Earl Scruggs mural painted in downtown Shelby, NC

Shelby, NC, the birthplace of Earl Scruggs and the home of the Earl Scruggs Center, has set aside funding for murals of both Scruggs and country legend Don Gibson, also a hometown boy.

Destination Cleveland County and Uptown Shelby Association announced the project today, along with news of the completion of the Scruggs portrait, which emblazons the pedestrian alley side of Newgrass Brewing Company, just one block from the Earl Scruggs Center. Patrons of the brewery will sit at outdoor dining tables alongside the mural, which is taken from one of the most iconic photos taken of Earl as a young man when he first joined the Blue Grass Boys.

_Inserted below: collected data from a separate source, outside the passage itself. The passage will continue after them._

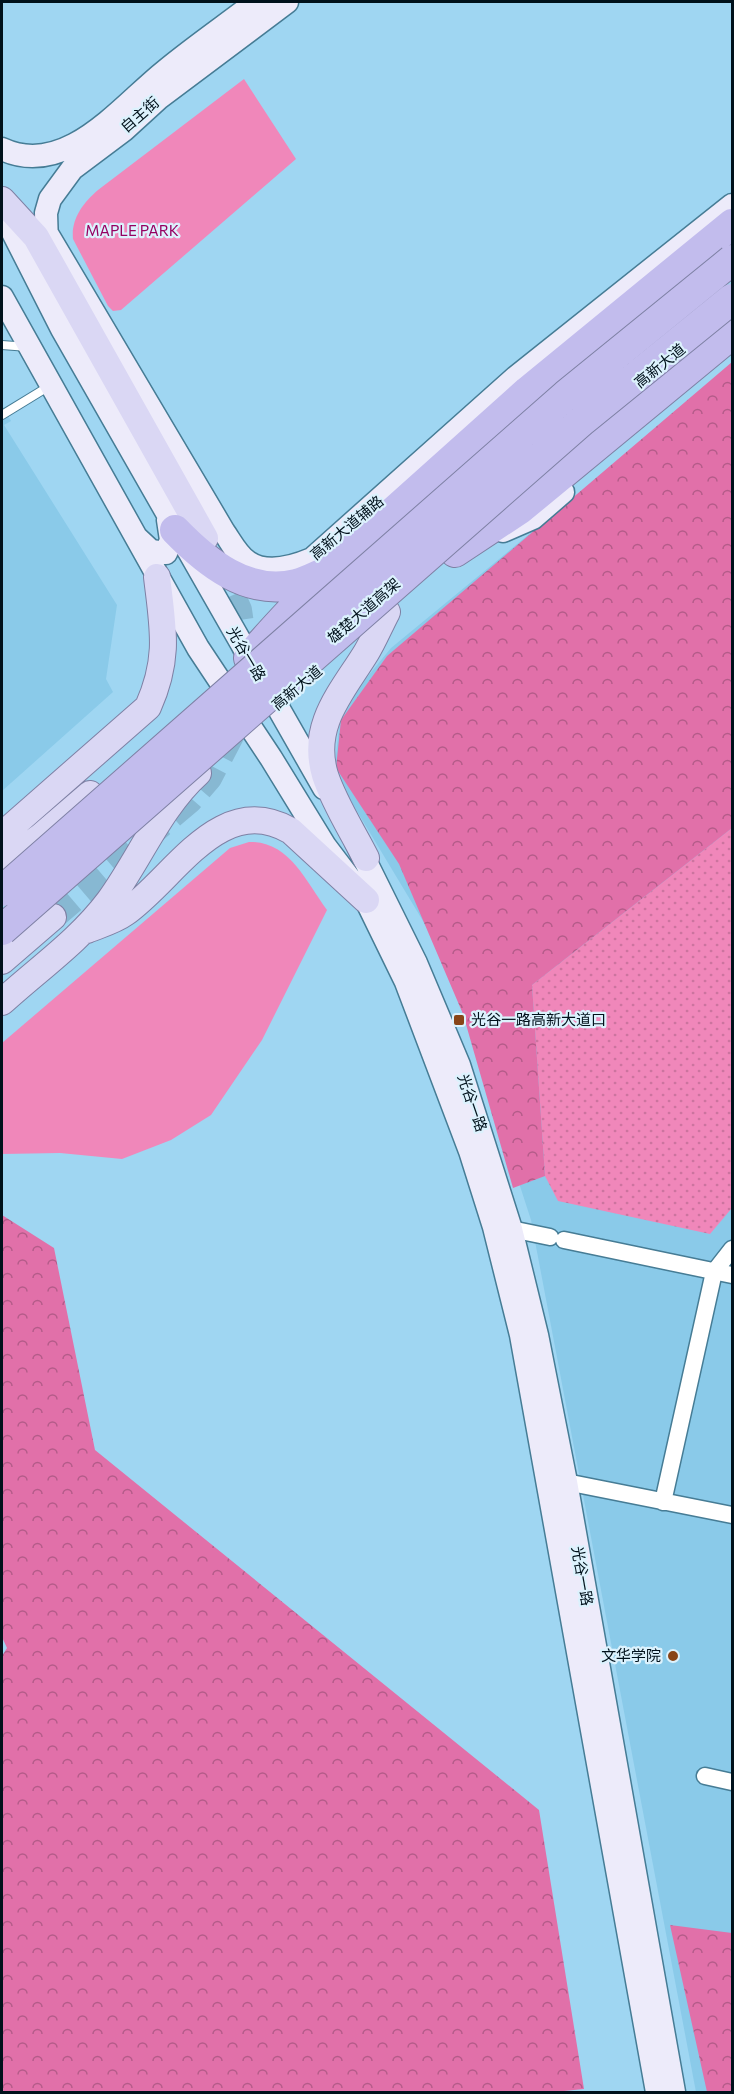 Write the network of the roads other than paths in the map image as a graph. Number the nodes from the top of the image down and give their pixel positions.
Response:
1 (256, 2) edge
2 (287, 2) edge
3 (2, 149) edge
4 (2, 200) edge
5 (732, 205) edge
6 (2, 211) edge
7 (732, 224) edge
8 (45, 230) junction
9 (732, 249) edge
10 (49, 259) junction
11 (732, 260) edge
12 (2, 297) edge
13 (732, 299) edge
14 (732, 308) edge
15 (732, 334) edge
16 (2, 345) edge
17 (30, 347) junction
18 (732, 352) edge
19 (51, 385) junction
20 (2, 415) edge
21 (508, 495) junction
22 (428, 504) junction
23 (171, 523) junction
24 (134, 534) junction
25 (205, 538) tunnel mouth
26 (455, 552) junction
27 (326, 572) junction
28 (157, 577) junction
29 (387, 612) junction
30 (249, 658) junction
31 (221, 682) junction
32 (276, 705) junction
33 (251, 727) junction
34 (329, 797) junction
35 (85, 799) junction
36 (306, 815) junction
37 (2, 835) edge
38 (141, 852) junction
39 (366, 858) junction
40 (2, 865) edge
41 (2, 891) edge
42 (366, 900) junction
43 (53, 917) tunnel mouth
44 (2, 930) edge
45 (84, 932) junction
46 (2, 962) edge
47 (2, 1002) edge
48 (511, 1228) junction
49 (732, 1250) edge
50 (714, 1272) junction
51 (732, 1275) edge
52 (566, 1482) junction
53 (663, 1502) junction
54 (732, 1515) edge
55 (705, 1776) dead end
56 (732, 1782) edge
57 (657, 2092) edge
58 (674, 2092) edge

1 - 3 main road, 自主街
2 - 8 main road, 自主街
4 - 10 main road
5 - 8 main road, 高新大道辅路
6 - 23 main road, 光谷一路
7 - 27 highway
8 - 10 main road, 自主街
9 - 22 main road
10 - 25 main road
11 - 41 highway, 雄楚大道高架, bridge
12 - 17 main road, 光谷一路
13 - 44 highway, 雄楚大道高架, bridge
14 - 21 main road, 高新大道
15 - 26 highway
16 - 17 lane
17 - 19 main road, 光谷一路
18 - 26 main road
19 - 20 lane
19 - 24 main road, 光谷一路
21 - 22 main road
21 - 26 main road, 高新大道
22 - 30 main road
23 - 24 main road
23 - 27 highway
23 - 30 main road, 光谷一路
24 - 28 main road, 光谷一路
26 - 29 main road, 高新大道
27 - 30 highway
28 - 31 main road, 光谷一路
28 - 37 main road
29 - 32 main road, 高新大道
29 - 39 main road
30 - 31 main road
30 - 32 main road, 光谷一路
31 - 33 main road, 光谷一路
31 - 35 main road
32 - 33 main road, 高新大道
32 - 34 main road, 光谷一路
33 - 36 main road, 光谷一路
33 - 38 main road, 高新大道
34 - 36 main road
34 - 39 main road, 光谷一路
35 - 38 main road
35 - 40 main road
36 - 42 main road, 光谷一路
38 - 45 main road, 高新大道
39 - 48 main road, 光谷一路
42 - 45 main road
42 - 57 main road, 光谷一路
43 - 46 main road
45 - 47 main road, 高新大道
48 - 50 street
48 - 52 main road, 光谷一路
49 - 50 street
50 - 51 street
50 - 53 street
52 - 53 street
52 - 58 main road, 光谷一路
53 - 54 street
55 - 56 street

Eagle-eyed banjo aficionados will note that he is playing a style 11 banjo, before he acquired the Hearts & Flowers Granada so commonly associated with him during his time with Flatt & Scruggs.

Work on the Gibson mural is set to begin soon. It will be located on the building that houses Miss Molly’s Boutique, which was the one-time residence of Don’s wife, Mrs. Bobbi Gibson.

Scott Nurkin of The Mural Shop in Chapel Hill, NC, is the painter for both projects, as a part of the North Carolina Musician Murals Project. He says that it gives him great pride to be able to remember them in this way.

“Earl and Don are two of the biggest names in country and bluegrass music, and given their undeniable talent and accomplishments, they had to be a part of the NCMMP. The work of the performers included in the project covers an immense spectrum of musical genres and makes me proud to call North Carolina my home. My hope is that these murals recognize the accomplishments of these incredible musicians as well as spark interest and curiosity.”

Nurkin is currently completing a mural of John Coltrane in his birthplace of Hamlet, NC.

So when visiting Shelby to see the Earl Scruggs Center, be sure to visit Newgrass Brewing and pay your respect to the great Earl Scruggs.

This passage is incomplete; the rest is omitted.